Work instructions -
Each entry must be given again exactly as it appears, with images excluded.

[Source records]

+ + + +

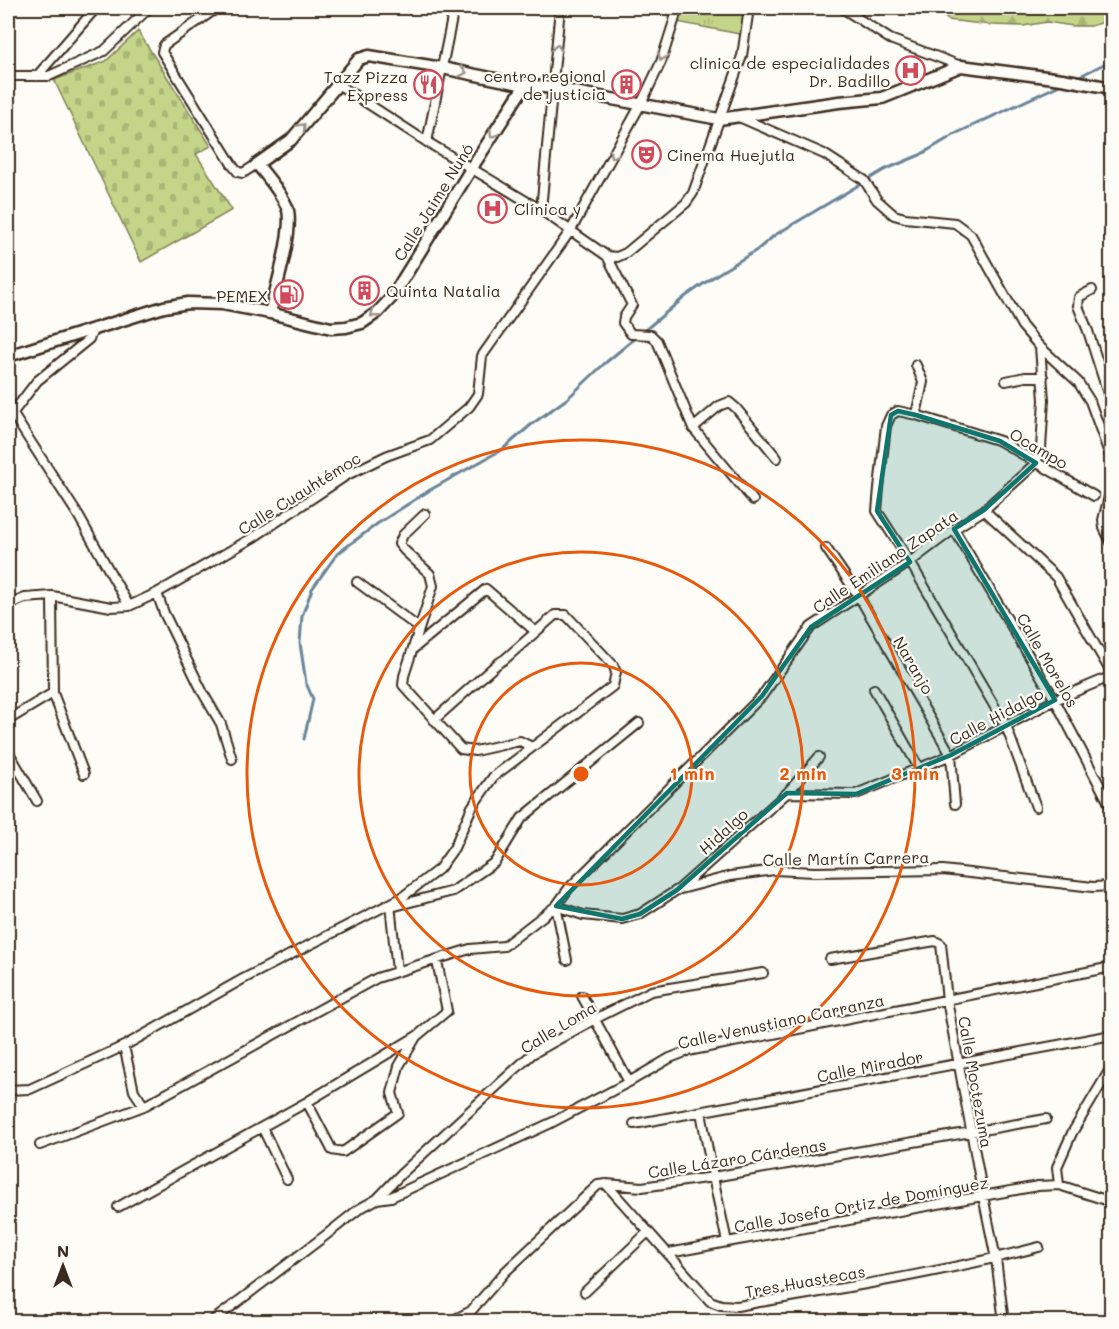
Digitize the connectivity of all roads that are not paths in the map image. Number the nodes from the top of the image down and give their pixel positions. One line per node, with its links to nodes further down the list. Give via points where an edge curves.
1 (96, 8): 12 (street)
2 (151, 8): 12 (street, via 104,51 49,76)
3 (217, 8): 21 (street, via 164,45 162,52 238,172)
4 (454, 8): 10 (street)
5 (560, 8): 16 (street, one-way to 5)
6 (677, 8): 17 (street, Calle Cuauhtémoc, one-way to 17, via 661,62)
7 (749, 8): 19 (street, via 742,56)
8 (842, 8): 9 (street, via 890,39)
9 (961, 66): 15 (main road); 18 (main road, via 882,99)
10 (442, 68): 13 (main road, via 364,56); 14 (main road, one-way to 14); 20 (street)
11 (8, 76): 12 (street)
12 (38, 76)
13 (339, 85): 20 (street); 21 (main road, one-way to 13, via 291,140)
14 (525, 85): 16 (main road); 22 (main road, Calle Jaime Nunó, one-way to 22)
15 (1107, 87)
16 (553, 88): 17 (main road); 23 (street)
17 (641, 104): 19 (main road); 24 (street, Calle Cuauhtémoc, one-way to 24)
18 (739, 117): 19 (main road); 29 (street, via 824,154 864,180 877,200 894,215 955,223 971,235 1022,326)
19 (719, 119): 25 (street, via 686,203 626,253)
20 (427, 142): 22 (street)
21 (257, 164): 27 (main road, via 288,209 288,239)
22 (471, 168): 23 (street); 27 (main road, Calle Jaime Nunó, one-way to 27, via 392,297 378,312 362,323 332,328)
23 (541, 210): 24 (street)
24 (571, 230): 25 (street); 49 (street, Calle Cuauhtémoc, via 482,356 478,394 469,407 430,440 347,475 254,537)
25 (607, 256): 36 (street, via 632,305 623,323 631,334 651,335 657,341)
26 (1092, 290): 37 (street, via 1079,297 1078,306 1111,403)
27 (270, 313): 28 (main road, Calle Jaime Nunó, via 222,304 188,303)
28 (94, 328): 30 (main road, Calle Jaime Nunó); 35 (street, via 89,339 37,381)
29 (1040, 347): 32 (street); 37 (street, via 1078,382)
30 (8, 356)
31 (916, 365): 34 (street, via 923,382)
32 (1043, 377): 33 (street); 39 (street, via 1041,448)
33 (1006, 381)
34 (916, 415): 39 (street, Ocampo, via 999,441); 47 (street, Ocampo, via 898,411 886,426 877,511)
35 (10, 416): 53 (street, via 78,515)
36 (693, 428): 38 (street, via 729,402); 41 (street)
37 (1107, 445): 45 (street, via 1111,489 1103,520)
38 (777, 458)
39 (1036, 463): 40 (street, Ocampo); 42 (street, Calle Emiliano Zapata)
40 (1094, 496)
41 (753, 500)
42 (984, 510): 44 (street, Calle Emiliano Zapata); 57 (street, via 1056,577)
43 (425, 514): 54 (street, via 399,544 430,574 433,586)
44 (954, 529): 47 (street, Calle Emiliano Zapata); 60 (street, Calle Morelos)
45 (1112, 544)
46 (825, 548): 50 (street, Naranjo)
47 (910, 562): 50 (street, Calle Emiliano Zapata); 64 (street)
48 (357, 582): 54 (street)
49 (157, 593): 53 (street, Calle Cuauhtémoc); 69 (street, via 221,724)
50 (858, 595): 67 (street, Naranjo); 80 (street, Calle Emiliano Zapata, via 811,627 762,696 569,888)
51 (52, 596): 52 (street, Calle Cuauhtémoc, via 25,598); 53 (street, Calle Cuauhtémoc, via 111,607); 59 (street)
52 (8, 605)
53 (129, 606)
54 (419, 628): 56 (street)
55 (536, 632): 56 (street, via 486,589); 62 (street); 65 (street, via 555,615 567,615 616,672 613,686)
56 (412, 649): 62 (street, via 403,685)
57 (1112, 675): 60 (street, Calle Hidalgo)
58 (874, 689): 70 (street)
59 (53, 693): 61 (street); 71 (street)
60 (1055, 700): 64 (street, Calle Hidalgo); 76 (street, Calle Morelos)
61 (8, 720)
62 (434, 720): 65 (street, via 461,749 475,751 520,741)
63 (639, 723): 79 (street, via 522,818 495,862 453,891)
64 (1006, 726): 67 (street, Calle Hidalgo); 75 (street)
65 (532, 747): 79 (street, via 493,777 439,869)
66 (8, 751): 73 (street)
67 (951, 755): 70 (street, Calle Hidalgo); 74 (street, Naranjo)
68 (819, 757): 72 (street, Hidalgo)
69 (232, 759)
70 (919, 768): 72 (street, Calle Hidalgo, via 856,794)
71 (84, 774)
72 (787, 793): 78 (street, Hidalgo)
73 (37, 801)
74 (956, 804)
75 (1036, 807)
76 (1112, 809)
77 (1112, 886): 78 (street, Calle Martín Carrera, via 943,870 774,870)
78 (677, 890): 80 (street, Calle Martín Carrera, via 640,914 622,919 583,915)
79 (390, 904): 85 (street); 92 (street, via 243,979)
80 (556, 906): 82 (street); 83 (street, Calle Emiliano Zapata, via 504,946 470,949)
81 (830, 959): 88 (street, Calle Moctezuma, via 935,941 941,944)
82 (567, 960)
83 (437, 961): 85 (street, Calle Emiliano Zapata); 91 (street, via 447,1011)
84 (1112, 967): 88 (street, Calle Venustiano Carranza)
85 (397, 971): 98 (street, Calle Emiliano Zapata, via 377,978)
86 (764, 973): 89 (street, Calle Loma, via 651,991)
87 (582, 996): 89 (street)
88 (947, 1000): 93 (street, Calle Moctezuma); 95 (street, Calle Venustiano Carranza, via 688,1051)
89 (595, 1019): 95 (street); 111 (street, Calle Loma, via 532,1054)
90 (1112, 1035): 93 (street, Calle Mirador)
91 (417, 1036): 97 (street); 97 (street, via 399,1066 392,1093 398,1113 343,1152 332,1150)
92 (124, 1046): 96 (street, via 30,1089); 98 (street, via 134,1091)
93 (958, 1063): 99 (street, Calle Mirador); 103 (street, Calle Moctezuma)
94 (1112, 1066): 108 (street, via 1072,1133 1057,1167)
95 (629, 1082): 111 (street, Calle Venustiano Carranza, via 551,1124 391,1197)
96 (8, 1090)
97 (307, 1102): 102 (street)
98 (144, 1106): 104 (street, Calle Emiliano Zapata)
99 (701, 1112): 101 (street, Calle Mirador); 105 (street)
100 (1046, 1119): 103 (street, Calle Lázaro Cárdenas)
101 (634, 1124)
102 (262, 1127): 106 (street); 112 (street)
103 (972, 1131): 105 (street, Calle Lázaro Cárdenas); 109 (street, Calle Moctezuma)
104 (40, 1145)
105 (713, 1177): 107 (street, Calle Lázaro Cárdenas, via 642,1187); 114 (street)
106 (287, 1179)
107 (606, 1184): 113 (street, Tres Huastecas); 120 (street, via 598,1185 513,1264 471,1311)
108 (1059, 1185): 109 (street, Calle Josefa Ortiz de Domínguez); 110 (street)
109 (983, 1196): 114 (street, Calle Josefa Ortiz de Domínguez); 117 (street, Calle Moctezuma)
110 (1110, 1198)
111 (378, 1199): 119 (street, via 359,1209)
112 (118, 1207)
113 (648, 1232): 116 (street, Tres Huastecas); 118 (street)
114 (727, 1242): 116 (street, Calle Josefa Ortiz de Domínguez)
115 (1039, 1247): 117 (street, Tres Huastecas)
116 (669, 1254): 117 (street, Tres Huastecas, via 710,1301 737,1306)
117 (996, 1258): 121 (street)
118 (585, 1292)
119 (211, 1322)
120 (449, 1322)
121 (1004, 1322)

+ + + +

Finished task -
Digitize the connectivity of all roads that are not paths in the map image. Number the nodes from the top of the image down and give their pixel positions. One line per node, with its links to nodes further down the list. Give via points where an edge curves.
1 (96, 8): 12 (street)
2 (151, 8): 12 (street, via 104,51 49,76)
3 (217, 8): 21 (street, via 164,45 162,52 238,172)
4 (454, 8): 10 (street)
5 (560, 8): 16 (street, one-way to 5)
6 (677, 8): 17 (street, Calle Cuauhtémoc, one-way to 17, via 661,62)
7 (749, 8): 19 (street, via 742,56)
8 (842, 8): 9 (street, via 890,39)
9 (961, 66): 15 (main road); 18 (main road, via 882,99)
10 (442, 68): 13 (main road, via 364,56); 14 (main road, one-way to 14); 20 (street)
11 (8, 76): 12 (street)
12 (38, 76)
13 (339, 85): 20 (street); 21 (main road, one-way to 13, via 291,140)
14 (525, 85): 16 (main road); 22 (main road, Calle Jaime Nunó, one-way to 22)
15 (1107, 87)
16 (553, 88): 17 (main road); 23 (street)
17 (641, 104): 19 (main road); 24 (street, Calle Cuauhtémoc, one-way to 24)
18 (739, 117): 19 (main road); 29 (street, via 824,154 864,180 877,200 894,215 955,223 971,235 1022,326)
19 (719, 119): 25 (street, via 686,203 626,253)
20 (427, 142): 22 (street)
21 (257, 164): 27 (main road, via 288,209 288,239)
22 (471, 168): 23 (street); 27 (main road, Calle Jaime Nunó, one-way to 27, via 392,297 378,312 362,323 332,328)
23 (541, 210): 24 (street)
24 (571, 230): 25 (street); 49 (street, Calle Cuauhtémoc, via 482,356 478,394 469,407 430,440 347,475 254,537)
25 (607, 256): 36 (street, via 632,305 623,323 631,334 651,335 657,341)
26 (1092, 290): 37 (street, via 1079,297 1078,306 1111,403)
27 (270, 313): 28 (main road, Calle Jaime Nunó, via 222,304 188,303)
28 (94, 328): 30 (main road, Calle Jaime Nunó); 35 (street, via 89,339 37,381)
29 (1040, 347): 32 (street); 37 (street, via 1078,382)
30 (8, 356)
31 (916, 365): 34 (street, via 923,382)
32 (1043, 377): 33 (street); 39 (street, via 1041,448)
33 (1006, 381)
34 (916, 415): 39 (street, Ocampo, via 999,441); 47 (street, Ocampo, via 898,411 886,426 877,511)
35 (10, 416): 53 (street, via 78,515)
36 (693, 428): 38 (street, via 729,402); 41 (street)
37 (1107, 445): 45 (street, via 1111,489 1103,520)
38 (777, 458)
39 (1036, 463): 40 (street, Ocampo); 42 (street, Calle Emiliano Zapata)
40 (1094, 496)
41 (753, 500)
42 (984, 510): 44 (street, Calle Emiliano Zapata); 57 (street, via 1056,577)
43 (425, 514): 54 (street, via 399,544 430,574 433,586)
44 (954, 529): 47 (street, Calle Emiliano Zapata); 60 (street, Calle Morelos)
45 (1112, 544)
46 (825, 548): 50 (street, Naranjo)
47 (910, 562): 50 (street, Calle Emiliano Zapata); 64 (street)
48 (357, 582): 54 (street)
49 (157, 593): 53 (street, Calle Cuauhtémoc); 69 (street, via 221,724)
50 (858, 595): 67 (street, Naranjo); 80 (street, Calle Emiliano Zapata, via 811,627 762,696 569,888)
51 (52, 596): 52 (street, Calle Cuauhtémoc, via 25,598); 53 (street, Calle Cuauhtémoc, via 111,607); 59 (street)
52 (8, 605)
53 (129, 606)
54 (419, 628): 56 (street)
55 (536, 632): 56 (street, via 486,589); 62 (street); 65 (street, via 555,615 567,615 616,672 613,686)
56 (412, 649): 62 (street, via 403,685)
57 (1112, 675): 60 (street, Calle Hidalgo)
58 (874, 689): 70 (street)
59 (53, 693): 61 (street); 71 (street)
60 (1055, 700): 64 (street, Calle Hidalgo); 76 (street, Calle Morelos)
61 (8, 720)
62 (434, 720): 65 (street, via 461,749 475,751 520,741)
63 (639, 723): 79 (street, via 522,818 495,862 453,891)
64 (1006, 726): 67 (street, Calle Hidalgo); 75 (street)
65 (532, 747): 79 (street, via 493,777 439,869)
66 (8, 751): 73 (street)
67 (951, 755): 70 (street, Calle Hidalgo); 74 (street, Naranjo)
68 (819, 757): 72 (street, Hidalgo)
69 (232, 759)
70 (919, 768): 72 (street, Calle Hidalgo, via 856,794)
71 (84, 774)
72 (787, 793): 78 (street, Hidalgo)
73 (37, 801)
74 (956, 804)
75 (1036, 807)
76 (1112, 809)
77 (1112, 886): 78 (street, Calle Martín Carrera, via 943,870 774,870)
78 (677, 890): 80 (street, Calle Martín Carrera, via 640,914 622,919 583,915)
79 (390, 904): 85 (street); 92 (street, via 243,979)
80 (556, 906): 82 (street); 83 (street, Calle Emiliano Zapata, via 504,946 470,949)
81 (830, 959): 88 (street, Calle Moctezuma, via 935,941 941,944)
82 (567, 960)
83 (437, 961): 85 (street, Calle Emiliano Zapata); 91 (street, via 447,1011)
84 (1112, 967): 88 (street, Calle Venustiano Carranza)
85 (397, 971): 98 (street, Calle Emiliano Zapata, via 377,978)
86 (764, 973): 89 (street, Calle Loma, via 651,991)
87 (582, 996): 89 (street)
88 (947, 1000): 93 (street, Calle Moctezuma); 95 (street, Calle Venustiano Carranza, via 688,1051)
89 (595, 1019): 95 (street); 111 (street, Calle Loma, via 532,1054)
90 (1112, 1035): 93 (street, Calle Mirador)
91 (417, 1036): 97 (street); 97 (street, via 399,1066 392,1093 398,1113 343,1152 332,1150)
92 (124, 1046): 96 (street, via 30,1089); 98 (street, via 134,1091)
93 (958, 1063): 99 (street, Calle Mirador); 103 (street, Calle Moctezuma)
94 (1112, 1066): 108 (street, via 1072,1133 1057,1167)
95 (629, 1082): 111 (street, Calle Venustiano Carranza, via 551,1124 391,1197)
96 (8, 1090)
97 (307, 1102): 102 (street)
98 (144, 1106): 104 (street, Calle Emiliano Zapata)
99 (701, 1112): 101 (street, Calle Mirador); 105 (street)
100 (1046, 1119): 103 (street, Calle Lázaro Cárdenas)
101 (634, 1124)
102 (262, 1127): 106 (street); 112 (street)
103 (972, 1131): 105 (street, Calle Lázaro Cárdenas); 109 (street, Calle Moctezuma)
104 (40, 1145)
105 (713, 1177): 107 (street, Calle Lázaro Cárdenas, via 642,1187); 114 (street)
106 (287, 1179)
107 (606, 1184): 113 (street, Tres Huastecas); 120 (street, via 598,1185 513,1264 471,1311)
108 (1059, 1185): 109 (street, Calle Josefa Ortiz de Domínguez); 110 (street)
109 (983, 1196): 114 (street, Calle Josefa Ortiz de Domínguez); 117 (street, Calle Moctezuma)
110 (1110, 1198)
111 (378, 1199): 119 (street, via 359,1209)
112 (118, 1207)
113 (648, 1232): 116 (street, Tres Huastecas); 118 (street)
114 (727, 1242): 116 (street, Calle Josefa Ortiz de Domínguez)
115 (1039, 1247): 117 (street, Tres Huastecas)
116 (669, 1254): 117 (street, Tres Huastecas, via 710,1301 737,1306)
117 (996, 1258): 121 (street)
118 (585, 1292)
119 (211, 1322)
120 (449, 1322)
121 (1004, 1322)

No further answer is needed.